## Your assignment:
Copy out all lines in the material below that contain the string "Matoša".

++++++

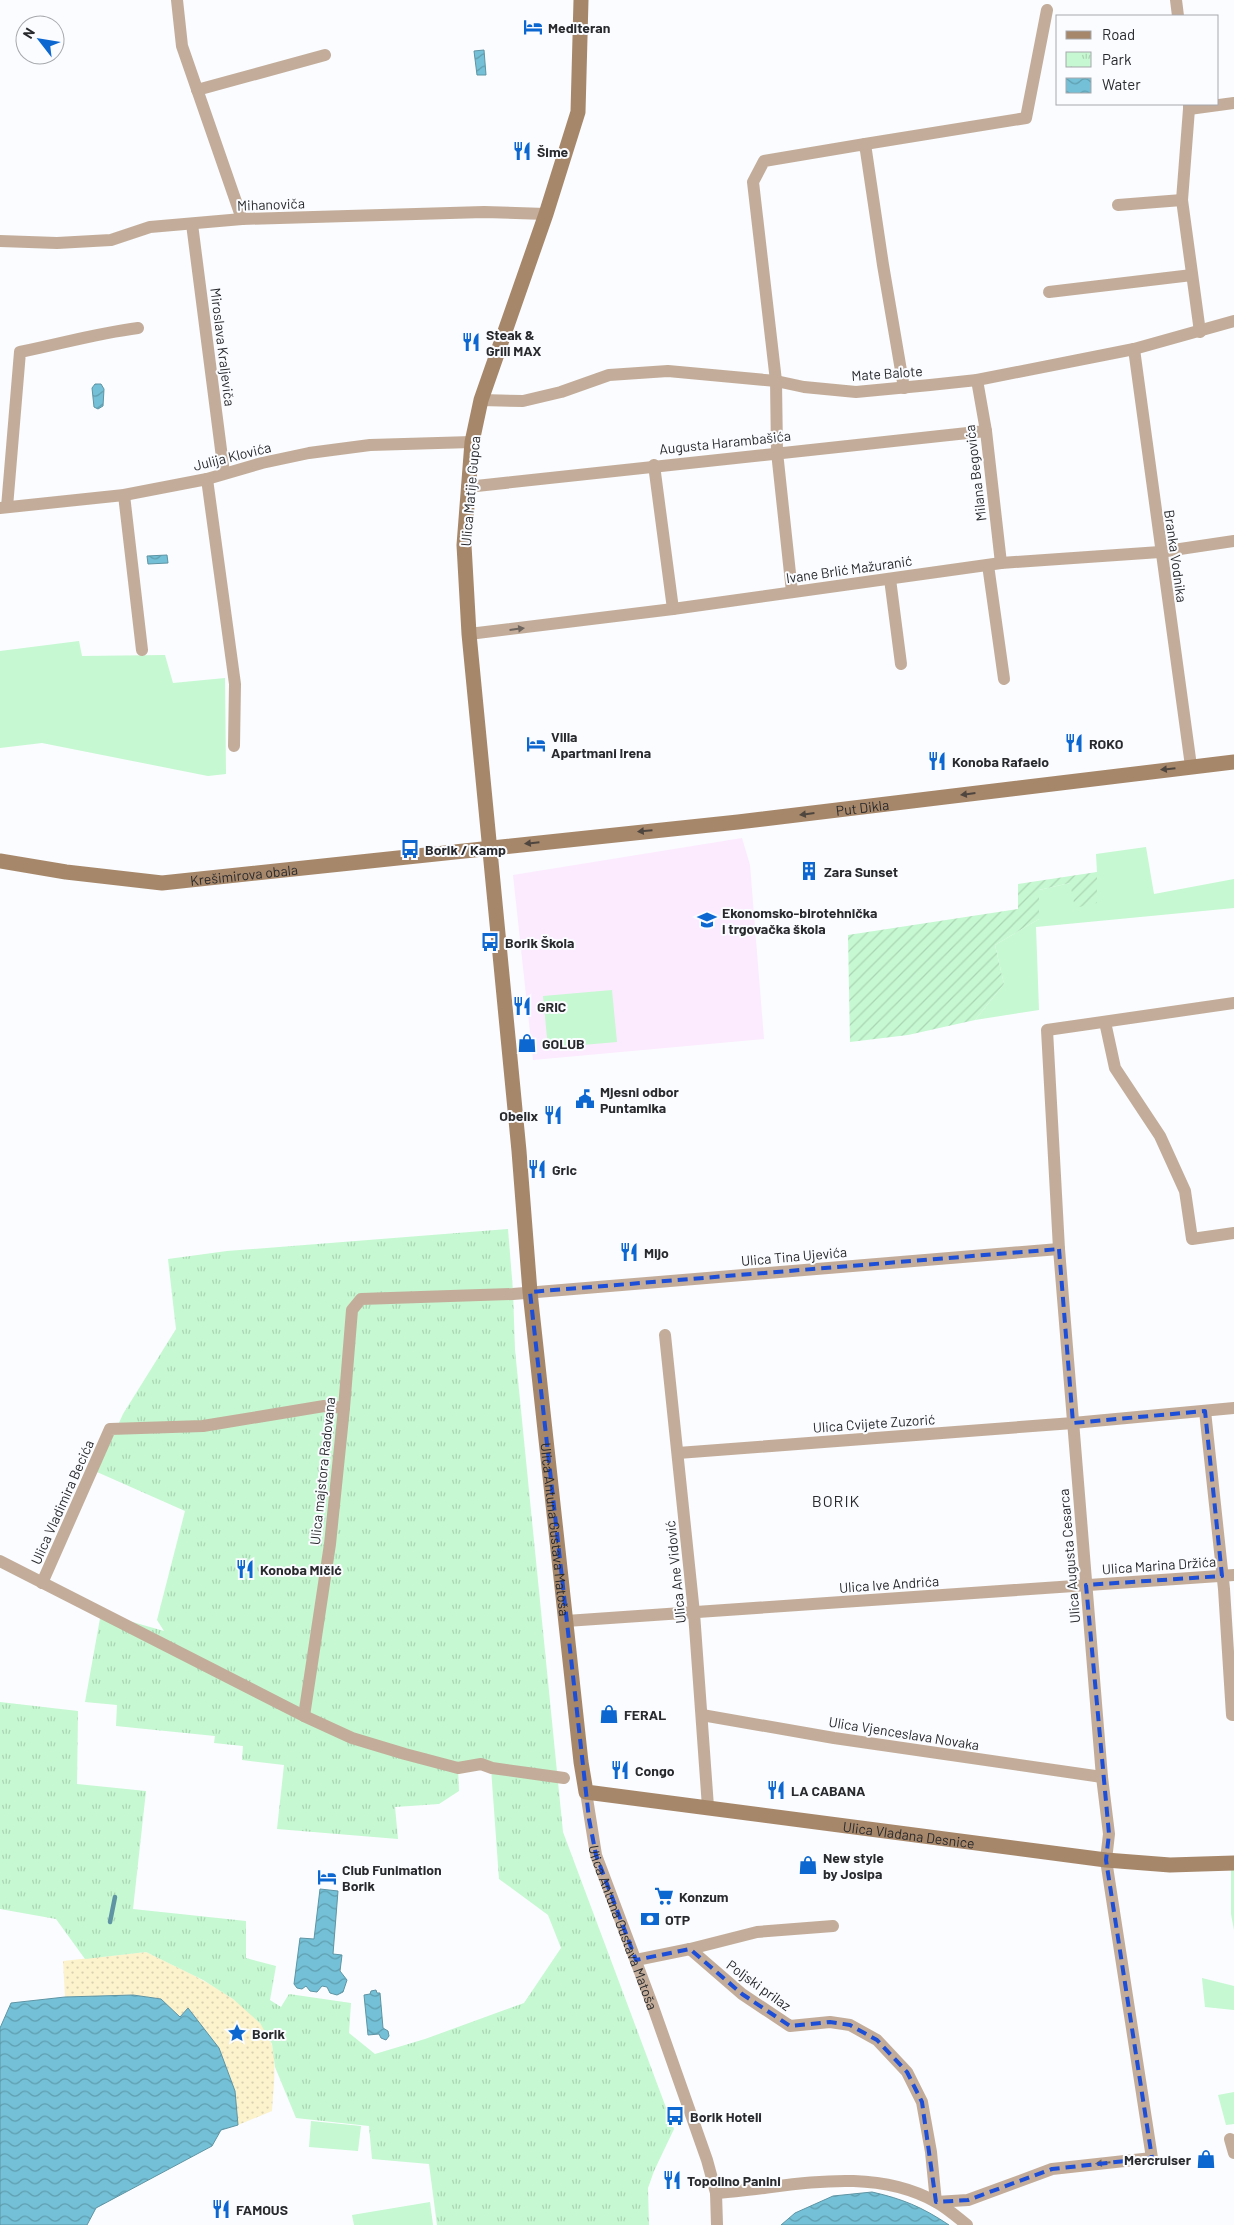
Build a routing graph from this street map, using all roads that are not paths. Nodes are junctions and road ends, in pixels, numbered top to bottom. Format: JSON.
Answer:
{"nodes":[{"id":1,"x":177,"y":0,"type":"edge"},
{"id":2,"x":581,"y":0,"type":"edge"},
{"id":3,"x":1176,"y":0,"type":"edge"},
{"id":4,"x":1047,"y":10,"type":"dead end"},
{"id":5,"x":1178,"y":15,"type":"edge"},
{"id":6,"x":325,"y":55,"type":"dead end"},
{"id":7,"x":197,"y":90,"type":"junction"},
{"id":8,"x":1234,"y":103,"type":"edge"},
{"id":9,"x":1219,"y":104,"type":"edge"},
{"id":10,"x":1204,"y":105,"type":"edge"},
{"id":11,"x":1189,"y":106,"type":"edge"},
{"id":12,"x":865,"y":144,"type":"junction"},
{"id":13,"x":1182,"y":200,"type":"junction"},
{"id":14,"x":1118,"y":205,"type":"dead end"},
{"id":15,"x":546,"y":214,"type":"junction"},
{"id":16,"x":242,"y":219,"type":"junction"},
{"id":17,"x":192,"y":224,"type":"junction"},
{"id":18,"x":0,"y":242,"type":"edge"},
{"id":19,"x":1192,"y":275,"type":"junction"},
{"id":20,"x":1049,"y":292,"type":"dead end"},
{"id":21,"x":1234,"y":321,"type":"edge"},
{"id":22,"x":138,"y":328,"type":"dead end"},
{"id":23,"x":1200,"y":332,"type":"junction"},
{"id":24,"x":1134,"y":350,"type":"junction"},
{"id":25,"x":977,"y":380,"type":"junction"},
{"id":26,"x":776,"y":381,"type":"junction"},
{"id":27,"x":904,"y":388,"type":"junction"},
{"id":28,"x":481,"y":400,"type":"junction"},
{"id":29,"x":986,"y":431,"type":"junction"},
{"id":30,"x":472,"y":442,"type":"junction"},
{"id":31,"x":777,"y":452,"type":"junction"},
{"id":32,"x":654,"y":465,"type":"junction"},
{"id":33,"x":224,"y":473,"type":"junction"},
{"id":34,"x":206,"y":479,"type":"junction"},
{"id":35,"x":467,"y":486,"type":"junction"},
{"id":36,"x":124,"y":495,"type":"junction"},
{"id":37,"x":3,"y":507,"type":"edge"},
{"id":38,"x":1234,"y":542,"type":"edge"},
{"id":39,"x":1160,"y":552,"type":"junction"},
{"id":40,"x":994,"y":564,"type":"junction"},
{"id":41,"x":890,"y":579,"type":"junction"},
{"id":42,"x":792,"y":592,"type":"junction"},
{"id":43,"x":673,"y":610,"type":"junction"},
{"id":44,"x":469,"y":634,"type":"junction"},
{"id":45,"x":142,"y":650,"type":"dead end"},
{"id":46,"x":901,"y":664,"type":"dead end"},
{"id":47,"x":1004,"y":679,"type":"dead end"},
{"id":48,"x":234,"y":746,"type":"dead end"},
{"id":49,"x":1234,"y":762,"type":"edge"},
{"id":50,"x":1191,"y":766,"type":"junction"},
{"id":51,"x":490,"y":847,"type":"junction"},
{"id":52,"x":0,"y":861,"type":"edge"},
{"id":53,"x":1234,"y":1003,"type":"edge"},
{"id":54,"x":1105,"y":1022,"type":"junction"},
{"id":55,"x":1234,"y":1233,"type":"edge"},
{"id":56,"x":1059,"y":1249,"type":"junction"},
{"id":57,"x":530,"y":1292,"type":"junction"},
{"id":58,"x":664,"y":1335,"type":"dead end"},
{"id":59,"x":344,"y":1408,"type":"junction"},
{"id":60,"x":1234,"y":1408,"type":"edge"},
{"id":61,"x":1204,"y":1411,"type":"junction"},
{"id":62,"x":1074,"y":1423,"type":"junction"},
{"id":63,"x":678,"y":1453,"type":"junction"},
{"id":64,"x":0,"y":1561,"type":"edge"},
{"id":65,"x":1228,"y":1576,"type":"edge"},
{"id":66,"x":42,"y":1583,"type":"junction"},
{"id":67,"x":1086,"y":1585,"type":"junction"},
{"id":68,"x":694,"y":1613,"type":"junction"},
{"id":69,"x":566,"y":1621,"type":"junction"},
{"id":70,"x":1233,"y":1715,"type":"edge"},
{"id":71,"x":304,"y":1716,"type":"junction"},
{"id":72,"x":702,"y":1716,"type":"junction"},
{"id":73,"x":1102,"y":1777,"type":"junction"},
{"id":74,"x":564,"y":1778,"type":"dead end"},
{"id":75,"x":586,"y":1792,"type":"junction"},
{"id":76,"x":708,"y":1807,"type":"junction"},
{"id":77,"x":1106,"y":1860,"type":"junction"},
{"id":78,"x":1234,"y":1863,"type":"edge"},
{"id":79,"x":833,"y":1926,"type":"dead end"},
{"id":80,"x":690,"y":1949,"type":"junction"},
{"id":81,"x":636,"y":1960,"type":"junction"},
{"id":82,"x":1230,"y":2140,"type":"dead end"},
{"id":83,"x":1234,"y":2153,"type":"edge"},
{"id":84,"x":716,"y":2193,"type":"junction"},
{"id":85,"x":936,"y":2202,"type":"junction"},
{"id":86,"x":717,"y":2225,"type":"edge"},
{"id":87,"x":967,"y":2225,"type":"edge"}],
"edges":[{"from":1,"to":7,"type":"street"},
{"from":2,"to":15,"type":"street","name":"Ulica Matije Gupca"},
{"from":3,"to":5,"type":"street"},
{"from":4,"to":12,"type":"street"},
{"from":6,"to":7,"type":"street"},
{"from":7,"to":16,"type":"street"},
{"from":8,"to":9,"type":"street"},
{"from":10,"to":11,"type":"street"},
{"from":11,"to":13,"type":"street"},
{"from":12,"to":26,"type":"street"},
{"from":12,"to":27,"type":"street"},
{"from":13,"to":14,"type":"street"},
{"from":13,"to":19,"type":"street"},
{"from":15,"to":16,"type":"street","name":"Mihanoviča"},
{"from":15,"to":28,"type":"street","name":"Ulica Matije Gupca"},
{"from":16,"to":17,"type":"street","name":"Mihanoviča"},
{"from":17,"to":18,"type":"street","name":"Mihanoviča"},
{"from":17,"to":33,"type":"street","name":"Miroslava Kraljeviča"},
{"from":19,"to":20,"type":"street"},
{"from":19,"to":23,"type":"street"},
{"from":21,"to":23,"type":"street","name":"Mate Balote"},
{"from":22,"to":37,"type":"street"},
{"from":23,"to":24,"type":"street","name":"Mate Balote"},
{"from":24,"to":25,"type":"street","name":"Mate Balote"},
{"from":24,"to":39,"type":"street","name":"Branka Vodnika"},
{"from":25,"to":27,"type":"street","name":"Mate Balote"},
{"from":25,"to":29,"type":"street","name":"Milana Begovića"},
{"from":26,"to":27,"type":"street","name":"Mate Balote"},
{"from":26,"to":28,"type":"street","name":"Mate Balote"},
{"from":26,"to":31,"type":"street"},
{"from":28,"to":30,"type":"street","name":"Ulica Matije Gupca"},
{"from":29,"to":31,"type":"street","name":"Augusta Harambašića"},
{"from":29,"to":40,"type":"street","name":"Milana Begovića"},
{"from":30,"to":33,"type":"street","name":"Julija Klovića"},
{"from":30,"to":35,"type":"street","name":"Ulica Matije Gupca"},
{"from":31,"to":32,"type":"street","name":"Augusta Harambašića"},
{"from":31,"to":42,"type":"street"},
{"from":32,"to":35,"type":"street","name":"Augusta Harambašića"},
{"from":32,"to":43,"type":"street"},
{"from":33,"to":34,"type":"street","name":"Julija Klovića"},
{"from":34,"to":36,"type":"street","name":"Julija Klovića"},
{"from":34,"to":48,"type":"street"},
{"from":35,"to":44,"type":"street","name":"Ulica Matije Gupca"},
{"from":36,"to":37,"type":"street","name":"Julija Klovića"},
{"from":36,"to":45,"type":"street"},
{"from":38,"to":39,"type":"street","name":"Ivane Brlić Mažuranić"},
{"from":39,"to":40,"type":"street","name":"Ivane Brlić Mažuranić"},
{"from":39,"to":50,"type":"street","name":"Branka Vodnika"},
{"from":40,"to":41,"type":"street","name":"Ivane Brlić Mažuranić"},
{"from":40,"to":47,"type":"street","name":"Milana Begovića"},
{"from":41,"to":42,"type":"street","name":"Ivane Brlić Mažuranić"},
{"from":41,"to":46,"type":"street"},
{"from":42,"to":43,"type":"street","name":"Ivane Brlić Mažuranić"},
{"from":44,"to":43,"type":"street","name":"Ivane Brlić Mažuranić","one_way":true},
{"from":44,"to":51,"type":"street","name":"Ulica Matije Gupca"},
{"from":49,"to":50,"type":"street","name":"Put Dikla"},
{"from":50,"to":51,"type":"street","name":"Put Dikla","one_way":true},
{"from":51,"to":52,"type":"street","name":"Krešimirova obala"},
{"from":51,"to":57,"type":"street","name":"Ulica Antuna Gustava Matoša"},
{"from":53,"to":54,"type":"street"},
{"from":54,"to":55,"type":"street"},
{"from":54,"to":56,"type":"street","name":"Ulica Augusta Cesarca"},
{"from":56,"to":57,"type":"street","name":"Ulica Tina Ujevića"},
{"from":56,"to":62,"type":"street","name":"Ulica Augusta Cesarca"},
{"from":57,"to":59,"type":"street","name":"Ulica majstora Radovana"},
{"from":57,"to":69,"type":"street","name":"Ulica Antuna Gustava Matoša"},
{"from":58,"to":63,"type":"street","name":"Ulica Ane Vidović"},
{"from":59,"to":66,"type":"street","name":"Ulica Vladimira Becića"},
{"from":59,"to":71,"type":"street","name":"Ulica majstora Radovana"},
{"from":60,"to":61,"type":"street","name":"Ulica Cvijete Zuzorić"},
{"from":61,"to":62,"type":"street","name":"Ulica Cvijete Zuzorić"},
{"from":61,"to":65,"type":"street"},
{"from":62,"to":63,"type":"street","name":"Ulica Cvijete Zuzorić"},
{"from":62,"to":67,"type":"street","name":"Ulica Augusta Cesarca"},
{"from":63,"to":68,"type":"street","name":"Ulica Ane Vidović"},
{"from":64,"to":66,"type":"street"},
{"from":65,"to":67,"type":"street","name":"Ulica Marina Držića"},
{"from":65,"to":70,"type":"street"},
{"from":66,"to":71,"type":"street"},
{"from":67,"to":68,"type":"street","name":"Ulica Ive Andrića"},
{"from":67,"to":73,"type":"street","name":"Ulica Augusta Cesarca"},
{"from":68,"to":69,"type":"street","name":"Ulica Ive Andrića"},
{"from":68,"to":72,"type":"street","name":"Ulica Ane Vidović"},
{"from":69,"to":75,"type":"street","name":"Ulica Antuna Gustava Matoša"},
{"from":71,"to":74,"type":"street"},
{"from":72,"to":73,"type":"street","name":"Ulica Vjenceslava Novaka"},
{"from":72,"to":76,"type":"street","name":"Ulica Ane Vidović"},
{"from":73,"to":77,"type":"street","name":"Ulica Augusta Cesarca"},
{"from":75,"to":76,"type":"street","name":"Ulica Vladana Desnice"},
{"from":75,"to":81,"type":"street","name":"Ulica Antuna Gustava Matoša"},
{"from":76,"to":77,"type":"street","name":"Ulica Vladana Desnice"},
{"from":77,"to":78,"type":"street","name":"Ulica Vladana Desnice"},
{"from":77,"to":85,"type":"street","name":"Ulica Augusta Cesarca","one_way":true},
{"from":79,"to":80,"type":"street"},
{"from":80,"to":81,"type":"street"},
{"from":80,"to":85,"type":"street","name":"Poljski prilaz"},
{"from":81,"to":84,"type":"street","name":"Ulica Antuna Gustava Matoša"},
{"from":82,"to":83,"type":"street"},
{"from":84,"to":85,"type":"street"},
{"from":84,"to":86,"type":"street","name":"Ulica Antuna Gustava Matoša"},
{"from":85,"to":87,"type":"street"}]}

++++++

## Answer to this task:
{"from":51,"to":57,"type":"street","name":"Ulica Antuna Gustava Matoša"},
{"from":57,"to":69,"type":"street","name":"Ulica Antuna Gustava Matoša"},
{"from":69,"to":75,"type":"street","name":"Ulica Antuna Gustava Matoša"},
{"from":75,"to":81,"type":"street","name":"Ulica Antuna Gustava Matoša"},
{"from":81,"to":84,"type":"street","name":"Ulica Antuna Gustava Matoša"},
{"from":84,"to":86,"type":"street","name":"Ulica Antuna Gustava Matoša"},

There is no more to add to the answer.